● **Task to complete**
The task calls for every line of the data to be repeated exactly.

**** Material shown ****

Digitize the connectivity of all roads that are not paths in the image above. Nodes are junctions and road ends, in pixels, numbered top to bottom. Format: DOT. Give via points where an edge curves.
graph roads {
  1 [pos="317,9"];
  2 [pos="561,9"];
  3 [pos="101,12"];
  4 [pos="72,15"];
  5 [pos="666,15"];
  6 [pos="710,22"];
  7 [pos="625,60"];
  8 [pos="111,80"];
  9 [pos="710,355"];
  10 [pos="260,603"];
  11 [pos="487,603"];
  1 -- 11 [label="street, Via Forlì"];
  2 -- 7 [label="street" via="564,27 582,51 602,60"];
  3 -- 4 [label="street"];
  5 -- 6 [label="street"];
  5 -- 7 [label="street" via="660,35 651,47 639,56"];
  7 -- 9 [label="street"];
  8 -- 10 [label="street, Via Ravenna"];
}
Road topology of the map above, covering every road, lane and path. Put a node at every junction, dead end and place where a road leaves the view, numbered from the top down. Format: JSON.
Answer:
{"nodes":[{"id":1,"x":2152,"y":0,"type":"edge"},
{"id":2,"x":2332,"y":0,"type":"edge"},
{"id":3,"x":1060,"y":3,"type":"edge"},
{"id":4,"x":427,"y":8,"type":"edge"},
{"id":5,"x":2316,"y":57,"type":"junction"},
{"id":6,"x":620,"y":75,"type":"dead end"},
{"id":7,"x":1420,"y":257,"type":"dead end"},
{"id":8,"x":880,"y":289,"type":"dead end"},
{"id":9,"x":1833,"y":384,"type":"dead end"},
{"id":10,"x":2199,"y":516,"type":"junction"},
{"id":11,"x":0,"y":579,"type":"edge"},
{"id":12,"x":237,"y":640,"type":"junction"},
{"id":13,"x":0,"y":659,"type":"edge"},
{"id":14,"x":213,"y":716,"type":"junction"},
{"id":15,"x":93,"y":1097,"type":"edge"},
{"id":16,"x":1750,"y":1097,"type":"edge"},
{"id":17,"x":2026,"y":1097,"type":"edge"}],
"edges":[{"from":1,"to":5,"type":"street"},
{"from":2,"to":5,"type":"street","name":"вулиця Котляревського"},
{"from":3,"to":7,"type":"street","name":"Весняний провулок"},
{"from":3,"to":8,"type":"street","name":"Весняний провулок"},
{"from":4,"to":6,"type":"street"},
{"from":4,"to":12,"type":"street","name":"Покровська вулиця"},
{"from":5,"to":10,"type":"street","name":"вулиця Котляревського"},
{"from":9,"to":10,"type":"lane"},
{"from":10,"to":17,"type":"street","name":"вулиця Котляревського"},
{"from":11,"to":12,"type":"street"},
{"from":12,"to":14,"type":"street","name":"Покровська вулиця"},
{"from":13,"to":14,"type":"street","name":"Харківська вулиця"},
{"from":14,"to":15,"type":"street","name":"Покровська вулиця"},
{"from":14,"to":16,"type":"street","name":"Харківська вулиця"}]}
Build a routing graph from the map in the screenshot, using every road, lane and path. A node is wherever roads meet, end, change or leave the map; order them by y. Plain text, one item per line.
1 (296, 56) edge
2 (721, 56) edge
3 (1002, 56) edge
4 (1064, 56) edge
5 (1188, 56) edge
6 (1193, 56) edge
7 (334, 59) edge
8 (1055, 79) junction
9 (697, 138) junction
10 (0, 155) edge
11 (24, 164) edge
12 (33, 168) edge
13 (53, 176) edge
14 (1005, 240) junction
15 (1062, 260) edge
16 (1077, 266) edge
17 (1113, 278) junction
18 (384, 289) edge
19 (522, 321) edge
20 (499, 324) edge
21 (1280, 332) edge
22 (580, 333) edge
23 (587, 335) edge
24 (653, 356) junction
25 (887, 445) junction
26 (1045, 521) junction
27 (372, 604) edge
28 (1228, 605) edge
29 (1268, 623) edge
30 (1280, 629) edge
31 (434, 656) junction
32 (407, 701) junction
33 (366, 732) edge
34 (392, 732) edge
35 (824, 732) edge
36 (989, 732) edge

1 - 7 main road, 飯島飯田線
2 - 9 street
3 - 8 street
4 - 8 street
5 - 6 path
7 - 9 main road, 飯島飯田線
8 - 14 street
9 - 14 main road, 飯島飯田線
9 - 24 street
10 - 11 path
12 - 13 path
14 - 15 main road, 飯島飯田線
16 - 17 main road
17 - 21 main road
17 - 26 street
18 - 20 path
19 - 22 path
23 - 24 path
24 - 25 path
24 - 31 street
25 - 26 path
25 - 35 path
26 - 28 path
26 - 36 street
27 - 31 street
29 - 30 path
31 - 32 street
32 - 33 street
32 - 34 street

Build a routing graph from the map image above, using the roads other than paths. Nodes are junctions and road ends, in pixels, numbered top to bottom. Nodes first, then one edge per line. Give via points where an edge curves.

****

● **Response box**
Digitize the connectivity of all roads that are not paths in the image above. Nodes are junctions and road ends, in pixels, numbered top to bottom. Format: DOT. Give via points where an edge curves.
graph roads {
  1 [pos="317,9"];
  2 [pos="561,9"];
  3 [pos="101,12"];
  4 [pos="72,15"];
  5 [pos="666,15"];
  6 [pos="710,22"];
  7 [pos="625,60"];
  8 [pos="111,80"];
  9 [pos="710,355"];
  10 [pos="260,603"];
  11 [pos="487,603"];
  1 -- 11 [label="street, Via Forlì"];
  2 -- 7 [label="street" via="564,27 582,51 602,60"];
  3 -- 4 [label="street"];
  5 -- 6 [label="street"];
  5 -- 7 [label="street" via="660,35 651,47 639,56"];
  7 -- 9 [label="street"];
  8 -- 10 [label="street, Via Ravenna"];
}
Road topology of the map above, covering every road, lane and path. Put a node at every junction, dead end and place where a road leaves the view, numbered from the top down. Format: JSON.
Answer:
{"nodes":[{"id":1,"x":2152,"y":0,"type":"edge"},
{"id":2,"x":2332,"y":0,"type":"edge"},
{"id":3,"x":1060,"y":3,"type":"edge"},
{"id":4,"x":427,"y":8,"type":"edge"},
{"id":5,"x":2316,"y":57,"type":"junction"},
{"id":6,"x":620,"y":75,"type":"dead end"},
{"id":7,"x":1420,"y":257,"type":"dead end"},
{"id":8,"x":880,"y":289,"type":"dead end"},
{"id":9,"x":1833,"y":384,"type":"dead end"},
{"id":10,"x":2199,"y":516,"type":"junction"},
{"id":11,"x":0,"y":579,"type":"edge"},
{"id":12,"x":237,"y":640,"type":"junction"},
{"id":13,"x":0,"y":659,"type":"edge"},
{"id":14,"x":213,"y":716,"type":"junction"},
{"id":15,"x":93,"y":1097,"type":"edge"},
{"id":16,"x":1750,"y":1097,"type":"edge"},
{"id":17,"x":2026,"y":1097,"type":"edge"}],
"edges":[{"from":1,"to":5,"type":"street"},
{"from":2,"to":5,"type":"street","name":"вулиця Котляревського"},
{"from":3,"to":7,"type":"street","name":"Весняний провулок"},
{"from":3,"to":8,"type":"street","name":"Весняний провулок"},
{"from":4,"to":6,"type":"street"},
{"from":4,"to":12,"type":"street","name":"Покровська вулиця"},
{"from":5,"to":10,"type":"street","name":"вулиця Котляревського"},
{"from":9,"to":10,"type":"lane"},
{"from":10,"to":17,"type":"street","name":"вулиця Котляревського"},
{"from":11,"to":12,"type":"street"},
{"from":12,"to":14,"type":"street","name":"Покровська вулиця"},
{"from":13,"to":14,"type":"street","name":"Харківська вулиця"},
{"from":14,"to":15,"type":"street","name":"Покровська вулиця"},
{"from":14,"to":16,"type":"street","name":"Харківська вулиця"}]}
Build a routing graph from the map in the screenshot, using every road, lane and path. A node is wherever roads meet, end, change or leave the map; order them by y. Plain text, one item per line.
1 (296, 56) edge
2 (721, 56) edge
3 (1002, 56) edge
4 (1064, 56) edge
5 (1188, 56) edge
6 (1193, 56) edge
7 (334, 59) edge
8 (1055, 79) junction
9 (697, 138) junction
10 (0, 155) edge
11 (24, 164) edge
12 (33, 168) edge
13 (53, 176) edge
14 (1005, 240) junction
15 (1062, 260) edge
16 (1077, 266) edge
17 (1113, 278) junction
18 (384, 289) edge
19 (522, 321) edge
20 (499, 324) edge
21 (1280, 332) edge
22 (580, 333) edge
23 (587, 335) edge
24 (653, 356) junction
25 (887, 445) junction
26 (1045, 521) junction
27 (372, 604) edge
28 (1228, 605) edge
29 (1268, 623) edge
30 (1280, 629) edge
31 (434, 656) junction
32 (407, 701) junction
33 (366, 732) edge
34 (392, 732) edge
35 (824, 732) edge
36 (989, 732) edge

1 - 7 main road, 飯島飯田線
2 - 9 street
3 - 8 street
4 - 8 street
5 - 6 path
7 - 9 main road, 飯島飯田線
8 - 14 street
9 - 14 main road, 飯島飯田線
9 - 24 street
10 - 11 path
12 - 13 path
14 - 15 main road, 飯島飯田線
16 - 17 main road
17 - 21 main road
17 - 26 street
18 - 20 path
19 - 22 path
23 - 24 path
24 - 25 path
24 - 31 street
25 - 26 path
25 - 35 path
26 - 28 path
26 - 36 street
27 - 31 street
29 - 30 path
31 - 32 street
32 - 33 street
32 - 34 street

Build a routing graph from the map image above, using the roads other than paths. Nodes are junctions and road ends, in pixels, numbered top to bottom. Nodes first, then one edge per line. Give via points where an edge curves.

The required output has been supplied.